▸ Your objective: Look through the entries below and show every line containing the word "Right".

▸ Material provided:

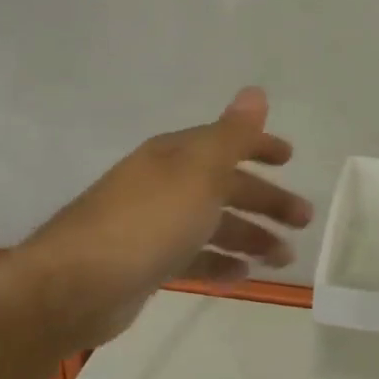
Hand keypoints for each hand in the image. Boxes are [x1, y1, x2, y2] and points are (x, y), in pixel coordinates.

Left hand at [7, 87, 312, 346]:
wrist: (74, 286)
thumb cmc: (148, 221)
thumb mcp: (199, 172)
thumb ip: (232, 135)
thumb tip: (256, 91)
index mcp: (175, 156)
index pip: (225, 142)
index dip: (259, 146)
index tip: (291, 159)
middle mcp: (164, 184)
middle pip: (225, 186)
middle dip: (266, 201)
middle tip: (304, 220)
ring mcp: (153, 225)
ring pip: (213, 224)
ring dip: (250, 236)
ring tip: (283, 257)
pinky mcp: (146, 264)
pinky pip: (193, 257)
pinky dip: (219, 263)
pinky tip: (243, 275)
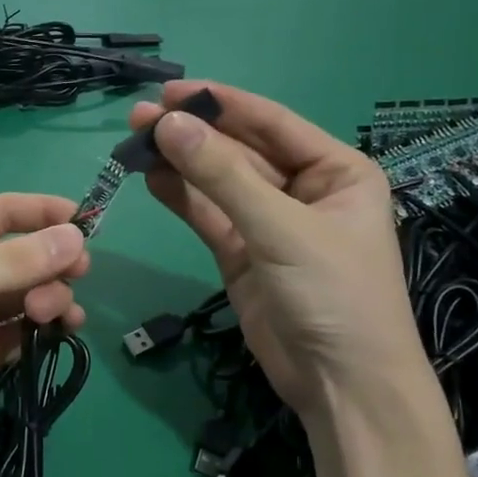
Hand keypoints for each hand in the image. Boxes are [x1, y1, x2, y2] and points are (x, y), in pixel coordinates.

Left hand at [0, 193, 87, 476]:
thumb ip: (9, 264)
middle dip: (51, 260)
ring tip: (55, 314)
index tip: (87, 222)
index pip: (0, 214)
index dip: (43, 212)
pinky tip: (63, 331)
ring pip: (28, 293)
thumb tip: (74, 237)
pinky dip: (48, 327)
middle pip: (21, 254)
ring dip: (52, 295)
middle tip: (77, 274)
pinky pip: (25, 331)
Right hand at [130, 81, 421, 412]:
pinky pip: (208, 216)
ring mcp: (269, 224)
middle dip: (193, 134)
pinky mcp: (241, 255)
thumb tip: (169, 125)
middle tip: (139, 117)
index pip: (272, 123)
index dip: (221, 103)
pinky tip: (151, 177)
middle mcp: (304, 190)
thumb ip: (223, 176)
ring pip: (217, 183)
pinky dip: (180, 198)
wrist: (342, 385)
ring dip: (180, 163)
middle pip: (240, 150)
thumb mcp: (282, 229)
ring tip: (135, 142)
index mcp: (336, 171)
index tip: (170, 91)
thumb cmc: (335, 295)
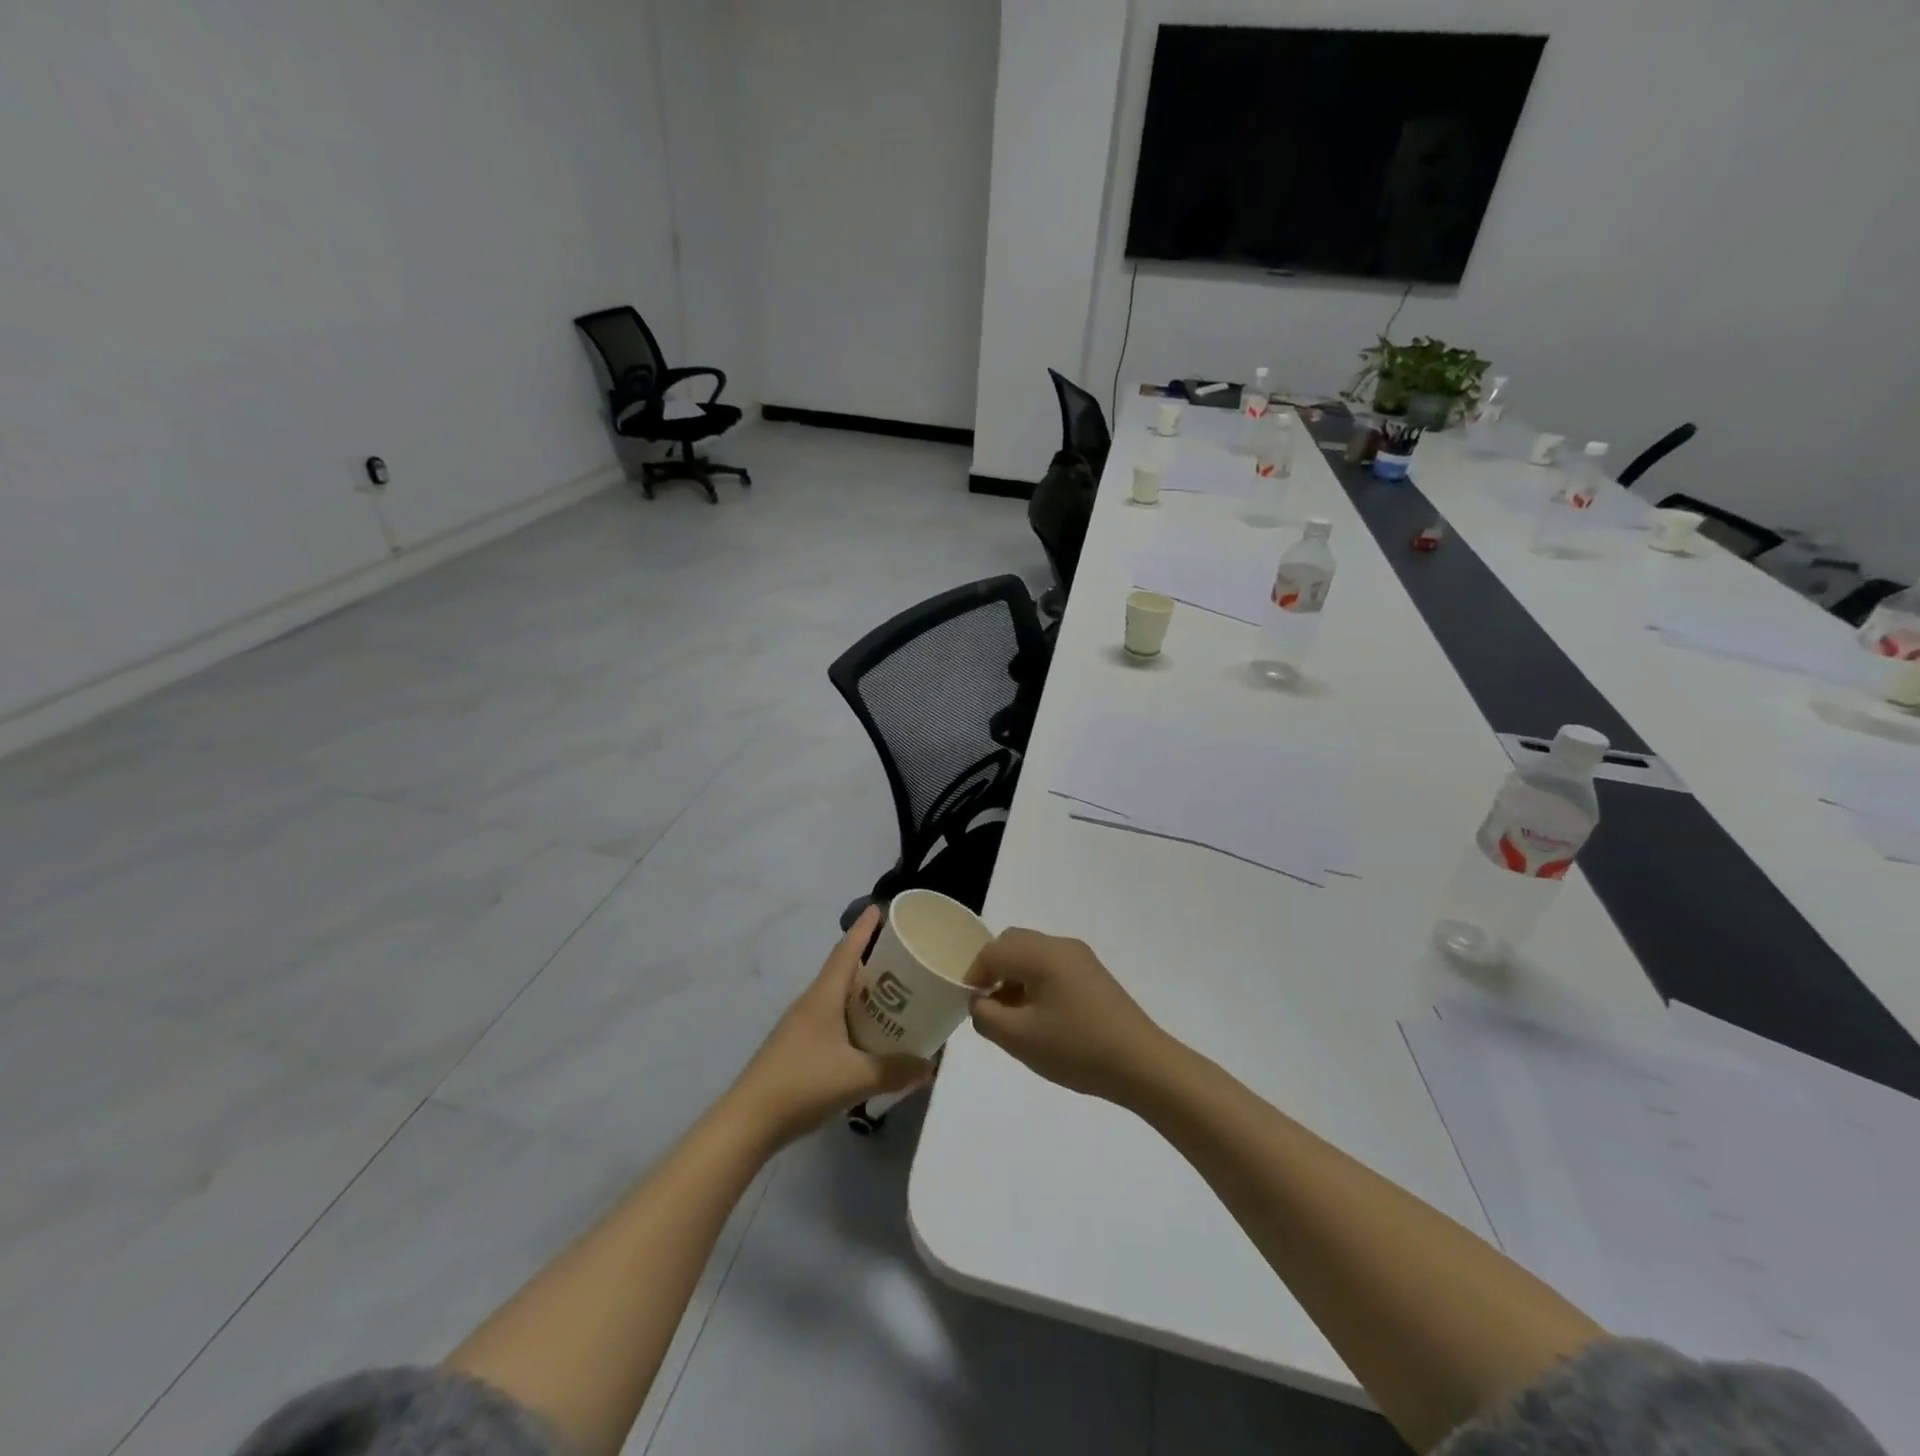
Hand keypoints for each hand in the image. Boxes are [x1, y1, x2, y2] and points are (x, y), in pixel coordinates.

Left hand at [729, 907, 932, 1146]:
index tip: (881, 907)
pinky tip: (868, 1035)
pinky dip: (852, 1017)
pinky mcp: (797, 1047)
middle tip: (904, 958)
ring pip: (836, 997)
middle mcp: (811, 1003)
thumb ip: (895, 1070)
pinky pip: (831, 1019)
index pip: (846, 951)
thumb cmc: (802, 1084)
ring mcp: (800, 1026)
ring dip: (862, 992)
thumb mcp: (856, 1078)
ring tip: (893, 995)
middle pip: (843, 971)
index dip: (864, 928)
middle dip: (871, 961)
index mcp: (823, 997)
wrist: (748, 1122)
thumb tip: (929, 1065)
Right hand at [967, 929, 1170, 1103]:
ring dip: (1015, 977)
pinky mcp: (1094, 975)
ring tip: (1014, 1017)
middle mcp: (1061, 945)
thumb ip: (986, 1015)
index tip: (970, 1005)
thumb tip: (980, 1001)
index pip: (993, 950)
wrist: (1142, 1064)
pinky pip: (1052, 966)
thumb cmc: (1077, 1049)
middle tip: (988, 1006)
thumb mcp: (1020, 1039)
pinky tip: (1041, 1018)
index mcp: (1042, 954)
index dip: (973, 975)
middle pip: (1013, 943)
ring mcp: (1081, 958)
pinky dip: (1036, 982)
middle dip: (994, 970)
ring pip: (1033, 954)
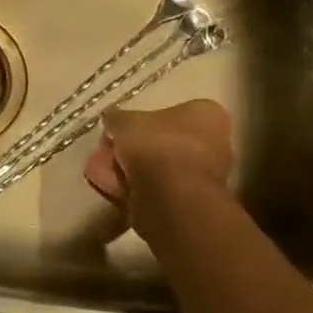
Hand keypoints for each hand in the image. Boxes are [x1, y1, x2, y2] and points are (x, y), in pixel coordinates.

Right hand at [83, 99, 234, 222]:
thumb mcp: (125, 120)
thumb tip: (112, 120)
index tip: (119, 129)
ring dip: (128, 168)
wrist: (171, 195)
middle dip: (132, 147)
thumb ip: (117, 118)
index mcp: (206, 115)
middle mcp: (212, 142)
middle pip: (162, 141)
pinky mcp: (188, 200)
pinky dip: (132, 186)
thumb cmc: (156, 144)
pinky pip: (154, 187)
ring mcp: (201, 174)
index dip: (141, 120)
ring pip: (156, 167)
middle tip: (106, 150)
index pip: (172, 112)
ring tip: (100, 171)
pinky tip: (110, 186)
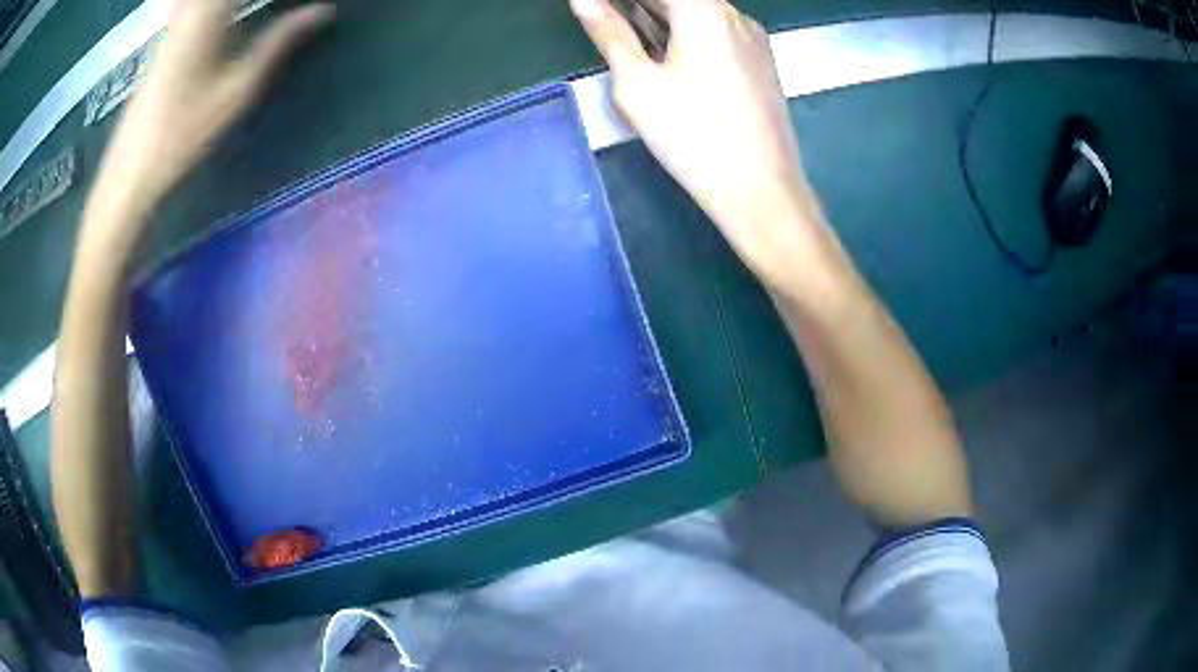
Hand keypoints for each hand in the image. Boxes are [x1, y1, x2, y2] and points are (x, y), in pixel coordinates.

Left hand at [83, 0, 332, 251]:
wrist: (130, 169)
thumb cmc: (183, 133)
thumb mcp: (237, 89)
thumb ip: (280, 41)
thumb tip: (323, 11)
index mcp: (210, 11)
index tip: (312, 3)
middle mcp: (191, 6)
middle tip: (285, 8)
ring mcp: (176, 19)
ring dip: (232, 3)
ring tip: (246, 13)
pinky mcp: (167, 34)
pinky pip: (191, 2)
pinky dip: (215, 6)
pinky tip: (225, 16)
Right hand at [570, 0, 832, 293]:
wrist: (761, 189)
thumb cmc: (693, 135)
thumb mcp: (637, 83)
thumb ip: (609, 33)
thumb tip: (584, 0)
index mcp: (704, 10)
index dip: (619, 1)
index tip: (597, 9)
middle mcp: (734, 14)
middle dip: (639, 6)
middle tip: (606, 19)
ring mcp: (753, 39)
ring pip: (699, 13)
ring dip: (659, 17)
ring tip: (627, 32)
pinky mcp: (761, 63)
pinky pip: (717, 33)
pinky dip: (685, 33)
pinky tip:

▸ Your solution:
Right hand at [130, 81, 421, 412]:
Right hand at [967, 929, 1170, 1103]:
Right hand at [83, 99, 234, 222]:
Right hand at [570, 0, 832, 293]:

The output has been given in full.